Słoiczek mam zawsze jeden-tak na wszelki wypadek.
 
u nas słiczki idą w niepamieć. Kaszek moja nie zje chyba ze dosypie 3 miarki do wieczornej butpli.
Jak mojej do kanapek wsadze kiszonego ogórka to najpierw je ogórka, cebule kranie z moich kanapek, wcianała tak że uszy tylko się trzesły szprotki w sosie pomidorowym.

Generalnie na obiady najbardziej kocha zupy zwłaszcza ogórkową. Uwielbia gotowanego kurczaka. Jak jest w żłobku to po powrocie zjada albo jakiś jogurt czyserek albo owoce i potem mleko z kaszką i lulu.
Dzisaj zjadła ogorna mandarynke i 3/4 jabłka.
Zreszta moja nie jada kolacji jako tako. Jak jestem z nia cały dzien to po obadku tylko jakies owoce, jogurty i mleko o 18 i koniec. Dojade czasem jakims herbatnikiem, chrupkami, ukradzione paluszki.
 
Ja to jestem leń do gotowania, więc cieszę się, że mój lubi słoiczki.

Ja ogólnie jestem leniwa :-p Gotowałam jak siedziałam w domu a teraz nawet zupy nie chce mi się zrobić. Dlatego też w domu już jakiś czas temu słoiczki wróciły do łask. Na moje szczęście Wojtkowi wszystko jedno czy to zrobione przeze mnie czy słoikowe. Wydaje mi się, że nawet woli słoiki. Poza tym z obiadami a nawet owocami każdorazowo był(jest) problem przy zębach. Wtedy najchętniej wszystko jadłby zmiskowane. No i wydaje mi się, że więcej w niego wcisnę dając mu słoik niż bawiąc się w krojenie obiadu. Jedynie z ogórkami kiszonymi nie ma problemu. Mógłby je jeść w każdych ilościach :-D U nas problemem jest też kwestia pory obiadowej. Młody jada zupkę przed spaniem, czyli ok. 11:00. Drugie danie ok. 14:00-15:00 (niekiedy zje zaraz za zupką, czyli ok. 11:30). Natomiast my w weekendy jemy o 13:00-14:00 a w tygodniu każde o innej porze. Czasami wypada wspólny obiad i wcale mi się to nie podoba. Mały prawie nie je, bo chce wszystko od wszystkich i w efekcie nie je prawie nic. Już wolę go wcześniej/później nakarmić i ewentualnie dokarmić od siebie, jeśli jeszcze ma ochotę na więcej niż jeden kęs na spróbowanie :-)

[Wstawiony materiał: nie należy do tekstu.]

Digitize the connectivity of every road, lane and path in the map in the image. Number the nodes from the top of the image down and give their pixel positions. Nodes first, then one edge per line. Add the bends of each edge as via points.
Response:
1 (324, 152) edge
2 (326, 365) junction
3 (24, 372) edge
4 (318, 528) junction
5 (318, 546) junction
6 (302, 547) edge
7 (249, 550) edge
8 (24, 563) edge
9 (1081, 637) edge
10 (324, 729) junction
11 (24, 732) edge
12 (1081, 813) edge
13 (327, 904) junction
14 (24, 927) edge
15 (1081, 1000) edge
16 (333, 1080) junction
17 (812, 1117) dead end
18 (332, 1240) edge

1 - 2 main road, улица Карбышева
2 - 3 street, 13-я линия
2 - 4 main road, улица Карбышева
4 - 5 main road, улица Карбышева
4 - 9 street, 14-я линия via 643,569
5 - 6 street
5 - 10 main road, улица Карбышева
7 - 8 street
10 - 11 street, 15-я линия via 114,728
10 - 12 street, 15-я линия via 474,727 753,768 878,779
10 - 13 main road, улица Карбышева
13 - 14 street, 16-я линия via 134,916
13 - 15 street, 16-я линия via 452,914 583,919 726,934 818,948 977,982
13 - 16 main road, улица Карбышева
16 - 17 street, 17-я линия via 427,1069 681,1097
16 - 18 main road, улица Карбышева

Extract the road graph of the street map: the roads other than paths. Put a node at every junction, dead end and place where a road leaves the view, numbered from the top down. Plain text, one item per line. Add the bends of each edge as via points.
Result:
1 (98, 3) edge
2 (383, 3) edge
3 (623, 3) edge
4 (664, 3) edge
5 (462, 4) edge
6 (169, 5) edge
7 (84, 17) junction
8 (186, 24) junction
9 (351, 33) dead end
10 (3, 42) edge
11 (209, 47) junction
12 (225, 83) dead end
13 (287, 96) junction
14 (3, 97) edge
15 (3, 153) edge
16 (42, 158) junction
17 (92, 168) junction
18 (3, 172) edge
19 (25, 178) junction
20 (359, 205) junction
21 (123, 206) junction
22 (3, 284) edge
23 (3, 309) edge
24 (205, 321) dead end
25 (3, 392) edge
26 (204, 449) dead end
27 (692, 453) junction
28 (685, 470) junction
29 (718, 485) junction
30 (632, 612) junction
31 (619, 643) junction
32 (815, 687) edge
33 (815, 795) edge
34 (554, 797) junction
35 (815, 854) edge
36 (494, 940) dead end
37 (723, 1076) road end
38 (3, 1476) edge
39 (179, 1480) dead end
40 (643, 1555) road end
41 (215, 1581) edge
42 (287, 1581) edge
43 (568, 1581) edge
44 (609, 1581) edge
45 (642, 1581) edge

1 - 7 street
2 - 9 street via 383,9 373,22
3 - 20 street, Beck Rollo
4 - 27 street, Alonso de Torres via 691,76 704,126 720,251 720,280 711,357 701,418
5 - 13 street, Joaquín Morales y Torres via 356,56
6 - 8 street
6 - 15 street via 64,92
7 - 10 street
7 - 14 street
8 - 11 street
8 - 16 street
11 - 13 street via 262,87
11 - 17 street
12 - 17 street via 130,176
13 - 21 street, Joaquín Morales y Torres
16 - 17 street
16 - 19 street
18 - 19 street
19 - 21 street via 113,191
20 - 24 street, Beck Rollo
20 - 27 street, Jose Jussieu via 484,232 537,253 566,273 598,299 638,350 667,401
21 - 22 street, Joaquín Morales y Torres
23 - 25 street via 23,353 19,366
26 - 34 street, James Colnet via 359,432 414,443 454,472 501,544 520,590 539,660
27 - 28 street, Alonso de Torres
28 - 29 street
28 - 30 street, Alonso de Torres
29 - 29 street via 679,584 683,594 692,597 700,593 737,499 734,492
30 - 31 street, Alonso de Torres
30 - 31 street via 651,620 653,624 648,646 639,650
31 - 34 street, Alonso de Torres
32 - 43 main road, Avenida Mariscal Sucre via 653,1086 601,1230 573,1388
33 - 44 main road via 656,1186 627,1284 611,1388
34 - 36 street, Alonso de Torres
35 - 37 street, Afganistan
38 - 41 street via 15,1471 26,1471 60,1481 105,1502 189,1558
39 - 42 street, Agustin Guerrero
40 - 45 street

Odnośnie lenistwa/wygodnictwa ostatnio doszłam do wniosku, że najlepsze co mogłam zrobić to nie odzwyczajać Wojtka od butli. Czasami wracamy późno, nie chce jeść kolacji i przynajmniej nie mam problemu z nakarmieniem go na śpiocha. Podobnie nad ranem, jeśli nie doje. Co prawda ostatnio ładnie śpi, bo zjada kolację ok. 18:00 (zawsze kaszkę) i nie chce niczego do rana. Niekiedy obudzi się ok. 5:00-6:00 na butlę, ale też czasami dosypia do 7:00-7:30 i dopiero je śniadanko.